The voice of the cottonwood

Recently, one of my friends told me that when she and her husband drove up on Blue Mountain to view the fall colors, they wended their way along an aspen-lined road.

“The leaves seemed illuminated from within,” she said. “The light didn’t come from the sun because it was a cloudy day.”

Ted and I didn’t make it up on the mountain before the first snow and the falling of those luminous leaves, but we did see the cottonwood trees turn to glory.

I’ve always been grateful for cottonwoods. When I was a teenager, living on my great-grandparents’ farm in Kansas, family and world trauma darkened my world, but I had a haven where I could escape — a gigantic cottonwood tree.

My great-granddad had planted a large, square windbreak to protect the house, outbuildings, and orchard. Outside that border, fields stretched to the north, west, and south.

My cottonwood stood on the northeast corner of that perimeter. When I sat with my back against the trunk, it seemed the most solid, stable thing in my life.

In the middle of the windbreak, I caught glimpses of sparrows, cardinals, squirrels, and rabbits if I stayed still enough.

Above me, the cottonwood leaves shimmered green or gold, depending on the season, and rustled in the breeze.

Gnats, flies, and mosquitoes in the summer and toe-freezing cold in the winter made staying still a challenge, but I risked it because the cottonwood’s sturdy trunk, huge crown, and heart-shaped leaves helped me feel that heaven had not completely deserted a world gone mad.

Even though I loved my tree, cottonwoods are not valued in Kansas because their wood is weak and used mostly to make crates, boxes, or pulp for paper. And when the wind blows, which it often does in the Midwest, limbs come tumbling down.

In fact, the trees are banned in some cities because of their cotton, limb breakage, and invasive roots.

Despite all that, the Kansas State Legislature designated the Eastern Cottonwood as the state tree in 1937 because, the legislators said, “The successful growth of the cottonwood grove on the homestead was often the determining factor in the decision of the homesteader to ‘stick it out until he could prove his claim...’ the cottonwood tree can rightly be called ‘the pioneer tree of Kansas’” (Kansapedia/ Kansas Historical Society).

However, long before the pioneers, Native peoples viewed the cottonwood not only as useful, but sacred.

Black Elk, a famous Oglala Lakota medicine man who lived from 1863-1950, said, “Perhaps you have noticed that even in the lightest breeze you can hear the voice of the cottonwood tree: this we understand is its prayer to the Great Spirit, for not only men, but all things and all beings pray to him continually in differing ways” (The Singing Tree/ Desert Spirit Press).

After reaching maturity at forty years, those praying trees often live sixty more years, but they have the potential to reach the ripe old age of 400, depending on their environment.
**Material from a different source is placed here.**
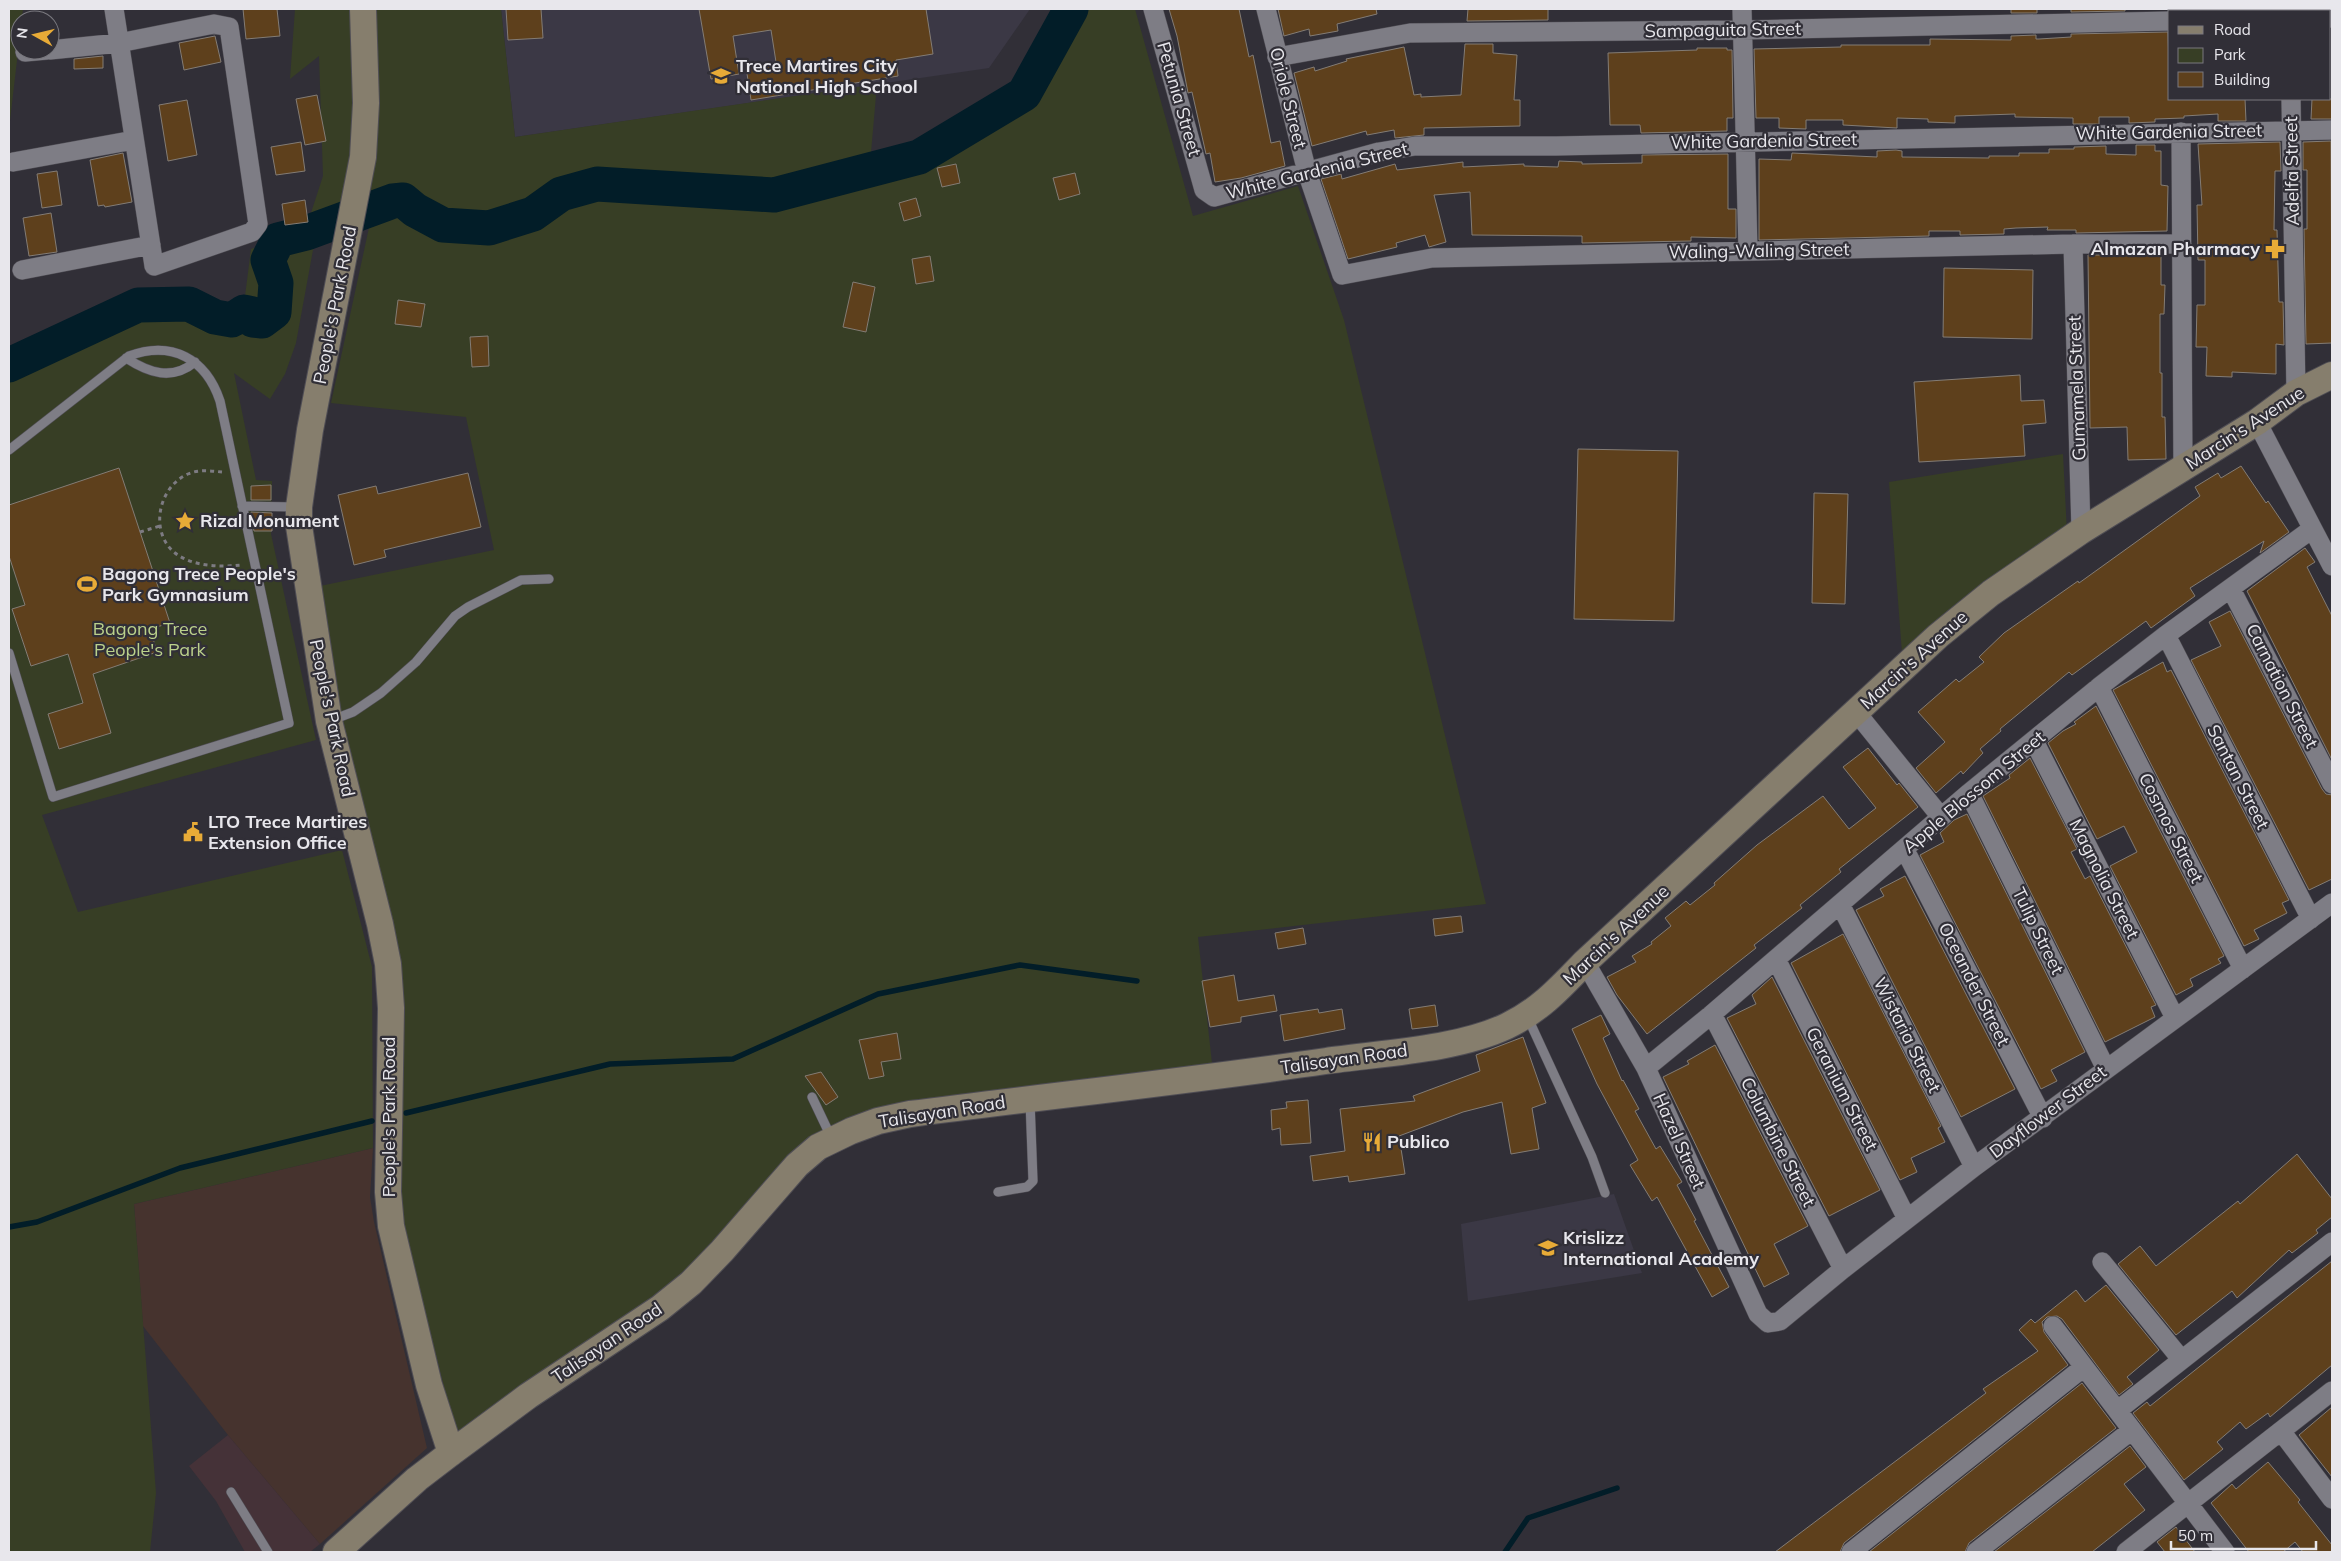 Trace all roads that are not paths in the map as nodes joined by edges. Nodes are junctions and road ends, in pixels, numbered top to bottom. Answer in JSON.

I don’t know how old my cottonwood tree was, but after I left home, my great-aunt’s farmhands cut the windbreak down to make room for more crops.

Years later, she also razed all of the buildings, so the area is now one big field, but my mammoth tree provided comfort, stability, and a connection to the divine when I needed it most.

When I moved to the Four Corners area, I was grateful to find that even in the desert, Freemont cottonwoods grew along the rivers, streams, and washes, an unmistakable sign of life-giving water.

The Native tribes in the Southwest have long valued the cottonwood as medicine and food and use it for a variety of purposes, including as a symbol of the sun, in burial rites, and to create kachinas.

The Hopi, like the Lakota, believe in the connection between earth and heaven and are convinced the whispering leaves are the gods speaking to us.

These magnificent trees also provide important food and habitat for wildlife, including insects, beavers, rabbits, deer, elk, and sometimes even bears.

Hawks and eagles often nest in their huge crowns, and when the cottonwood begins to die, myriad birds and animals find shelter in its cavities.

Many cottonwoods grow in Westwater. I grew concerned this summer when the stream went dry for two or three months, but we either had enough moisture or the water table is close enough to the surface that the cottonwoods didn’t seem to suffer.

And because we received rain in August and September, the leaves are dazzling, a blaze of glory along the bottom of the canyon.

Oggie and I have a favorite place in a natural clearing near the stream. I sit on a flat rock under a large juniper while Oggie roams the bottom, grazing on the delectable grass.

In the summer, when the stream is running, hummingbirds, towhees, robins, and occasionally hawks or even deer will visit if we stay still enough, but in the fall, we hear only the stream and the leaves of the cottonwood trees.

In that quiet place, if I open my ears, I can hear the trees praying; if I open my eyes, I can see the leaves luminous with life; and if I open my heart, I can feel the divine whispering peace to us all.